> [Dataset excerpts]:
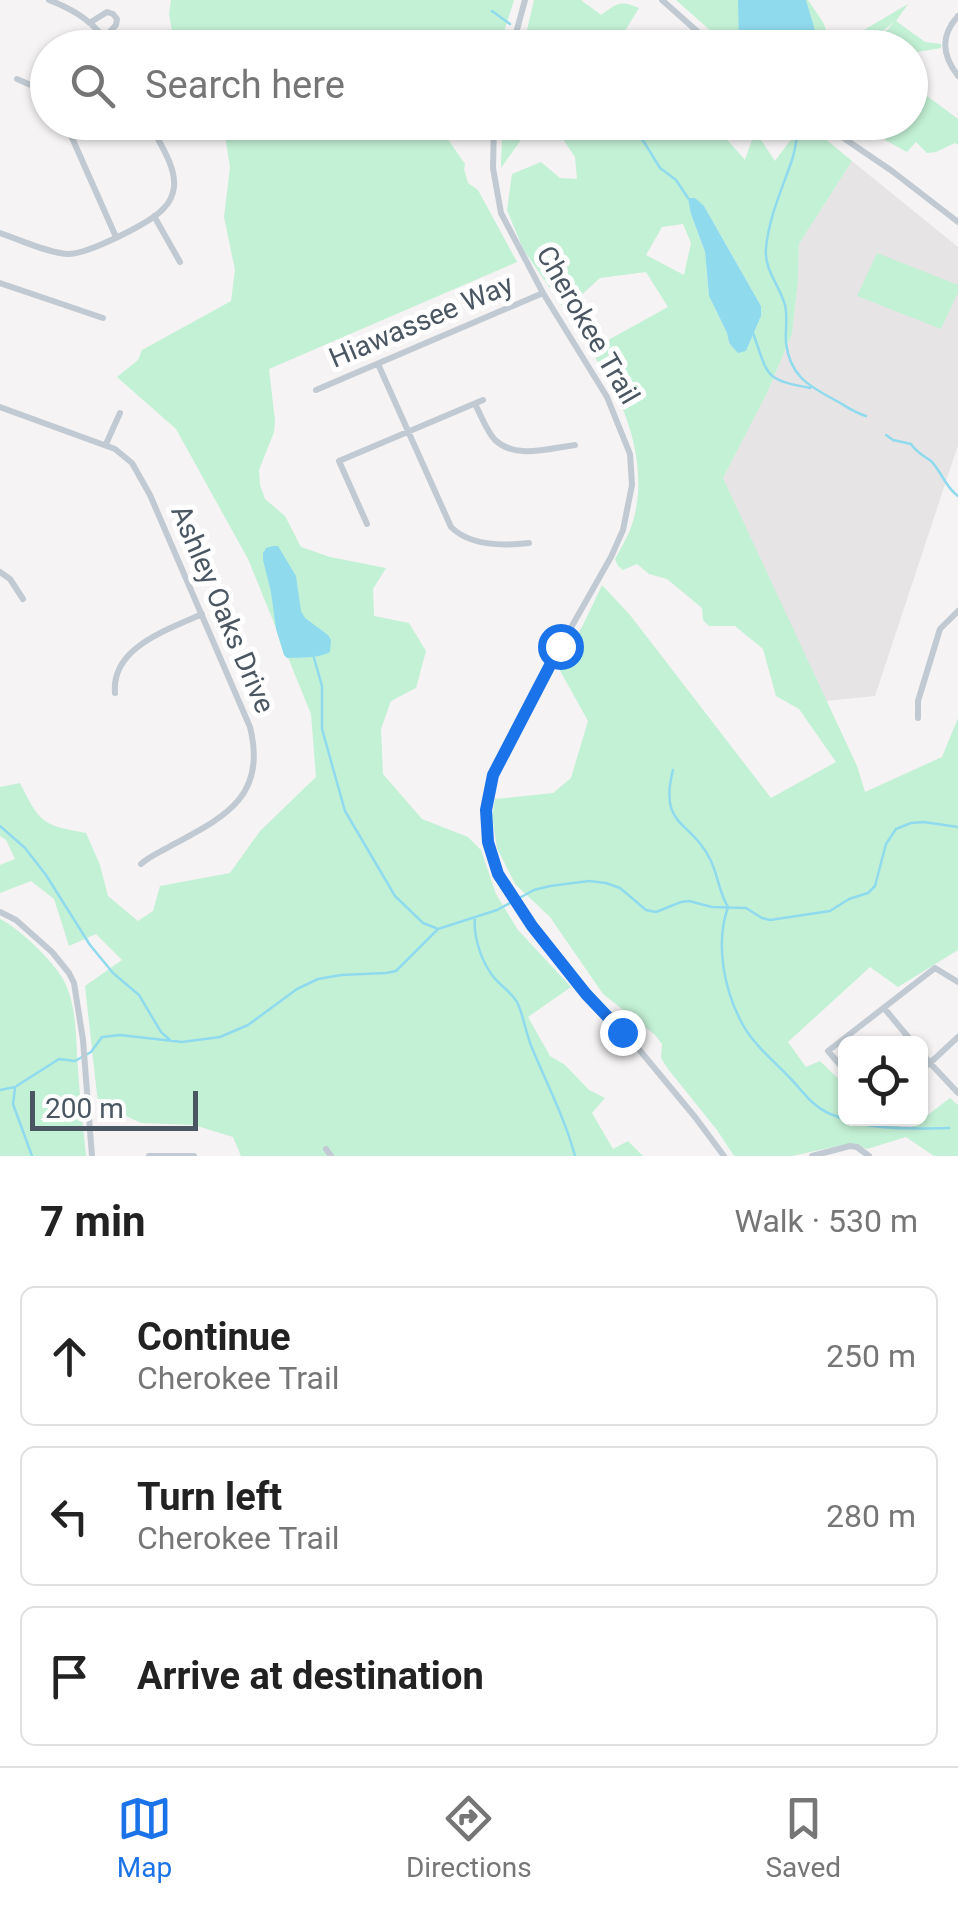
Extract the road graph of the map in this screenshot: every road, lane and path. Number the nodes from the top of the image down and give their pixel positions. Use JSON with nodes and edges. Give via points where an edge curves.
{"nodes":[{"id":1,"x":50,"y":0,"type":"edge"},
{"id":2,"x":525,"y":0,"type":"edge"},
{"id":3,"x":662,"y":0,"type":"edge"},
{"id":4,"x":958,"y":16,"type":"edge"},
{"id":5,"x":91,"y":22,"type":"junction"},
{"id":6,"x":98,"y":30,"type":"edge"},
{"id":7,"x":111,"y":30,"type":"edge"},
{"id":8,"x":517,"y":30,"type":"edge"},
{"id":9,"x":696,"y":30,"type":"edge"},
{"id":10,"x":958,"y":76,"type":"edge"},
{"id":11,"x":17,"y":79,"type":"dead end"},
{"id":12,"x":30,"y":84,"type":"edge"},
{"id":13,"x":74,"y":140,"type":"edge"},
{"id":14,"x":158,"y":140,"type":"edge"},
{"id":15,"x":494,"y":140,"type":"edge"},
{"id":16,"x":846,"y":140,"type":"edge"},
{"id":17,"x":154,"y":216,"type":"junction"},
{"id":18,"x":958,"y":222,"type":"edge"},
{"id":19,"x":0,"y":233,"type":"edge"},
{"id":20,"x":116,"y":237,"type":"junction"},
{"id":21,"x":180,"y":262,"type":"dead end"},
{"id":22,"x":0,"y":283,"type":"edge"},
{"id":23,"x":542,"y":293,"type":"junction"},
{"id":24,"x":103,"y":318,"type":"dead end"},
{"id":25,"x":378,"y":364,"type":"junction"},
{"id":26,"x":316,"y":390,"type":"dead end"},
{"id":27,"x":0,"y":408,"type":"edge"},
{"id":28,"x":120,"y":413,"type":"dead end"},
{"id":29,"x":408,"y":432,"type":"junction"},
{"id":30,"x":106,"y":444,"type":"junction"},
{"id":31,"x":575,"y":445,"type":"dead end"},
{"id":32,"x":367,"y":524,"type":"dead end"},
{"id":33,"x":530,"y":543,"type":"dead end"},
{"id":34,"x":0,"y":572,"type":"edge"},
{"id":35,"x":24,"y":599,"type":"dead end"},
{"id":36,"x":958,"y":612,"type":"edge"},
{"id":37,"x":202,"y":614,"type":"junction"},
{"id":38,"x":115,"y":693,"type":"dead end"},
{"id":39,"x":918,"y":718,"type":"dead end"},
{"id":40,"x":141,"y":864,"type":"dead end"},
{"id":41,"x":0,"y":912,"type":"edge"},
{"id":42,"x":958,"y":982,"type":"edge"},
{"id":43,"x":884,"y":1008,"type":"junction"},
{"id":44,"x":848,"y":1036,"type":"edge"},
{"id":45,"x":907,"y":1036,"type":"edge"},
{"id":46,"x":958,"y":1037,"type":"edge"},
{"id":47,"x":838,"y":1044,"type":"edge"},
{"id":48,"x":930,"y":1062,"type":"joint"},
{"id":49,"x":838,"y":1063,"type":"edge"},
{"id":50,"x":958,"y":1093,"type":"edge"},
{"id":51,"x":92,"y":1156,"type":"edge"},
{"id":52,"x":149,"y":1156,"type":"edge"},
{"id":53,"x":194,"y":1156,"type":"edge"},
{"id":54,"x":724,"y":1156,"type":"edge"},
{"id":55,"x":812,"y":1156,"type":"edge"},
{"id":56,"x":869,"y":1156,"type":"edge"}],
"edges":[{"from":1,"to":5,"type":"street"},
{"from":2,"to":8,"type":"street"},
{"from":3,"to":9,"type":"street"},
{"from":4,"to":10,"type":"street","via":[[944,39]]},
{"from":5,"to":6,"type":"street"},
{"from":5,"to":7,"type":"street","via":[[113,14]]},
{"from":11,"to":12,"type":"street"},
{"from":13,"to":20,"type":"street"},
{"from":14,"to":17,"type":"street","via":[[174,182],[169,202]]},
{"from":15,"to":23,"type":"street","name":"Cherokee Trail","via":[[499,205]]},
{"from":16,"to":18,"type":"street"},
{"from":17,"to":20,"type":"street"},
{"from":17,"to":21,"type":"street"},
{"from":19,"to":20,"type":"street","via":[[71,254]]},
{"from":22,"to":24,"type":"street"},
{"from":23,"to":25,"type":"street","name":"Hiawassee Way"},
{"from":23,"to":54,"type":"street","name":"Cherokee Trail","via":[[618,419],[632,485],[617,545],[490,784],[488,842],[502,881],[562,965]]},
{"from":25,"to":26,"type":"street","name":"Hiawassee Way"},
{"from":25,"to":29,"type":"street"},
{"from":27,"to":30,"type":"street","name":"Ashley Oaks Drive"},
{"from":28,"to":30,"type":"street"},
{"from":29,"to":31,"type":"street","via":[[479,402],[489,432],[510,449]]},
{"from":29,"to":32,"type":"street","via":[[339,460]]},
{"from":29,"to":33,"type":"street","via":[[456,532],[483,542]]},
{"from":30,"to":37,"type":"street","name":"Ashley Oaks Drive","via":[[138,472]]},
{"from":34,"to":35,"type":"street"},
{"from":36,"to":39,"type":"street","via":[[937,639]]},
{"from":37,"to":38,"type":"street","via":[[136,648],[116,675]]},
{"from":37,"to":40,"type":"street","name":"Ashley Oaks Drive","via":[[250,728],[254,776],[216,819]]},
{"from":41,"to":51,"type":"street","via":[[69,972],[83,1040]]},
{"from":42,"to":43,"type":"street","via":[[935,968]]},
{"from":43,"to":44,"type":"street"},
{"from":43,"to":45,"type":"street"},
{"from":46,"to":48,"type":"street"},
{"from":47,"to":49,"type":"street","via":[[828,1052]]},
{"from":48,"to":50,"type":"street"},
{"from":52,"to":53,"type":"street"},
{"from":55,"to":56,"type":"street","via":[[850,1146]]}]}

> [How to complete this task]: Each line holding "Trail" should be copied from the material above.

> [Output]:
{"from":15,"to":23,"type":"street","name":"Cherokee Trail","via":[[499,205]]},
{"from":23,"to":54,"type":"street","name":"Cherokee Trail","via":[[618,419],[632,485],[617,545],[490,784],[488,842],[502,881],[562,965]]},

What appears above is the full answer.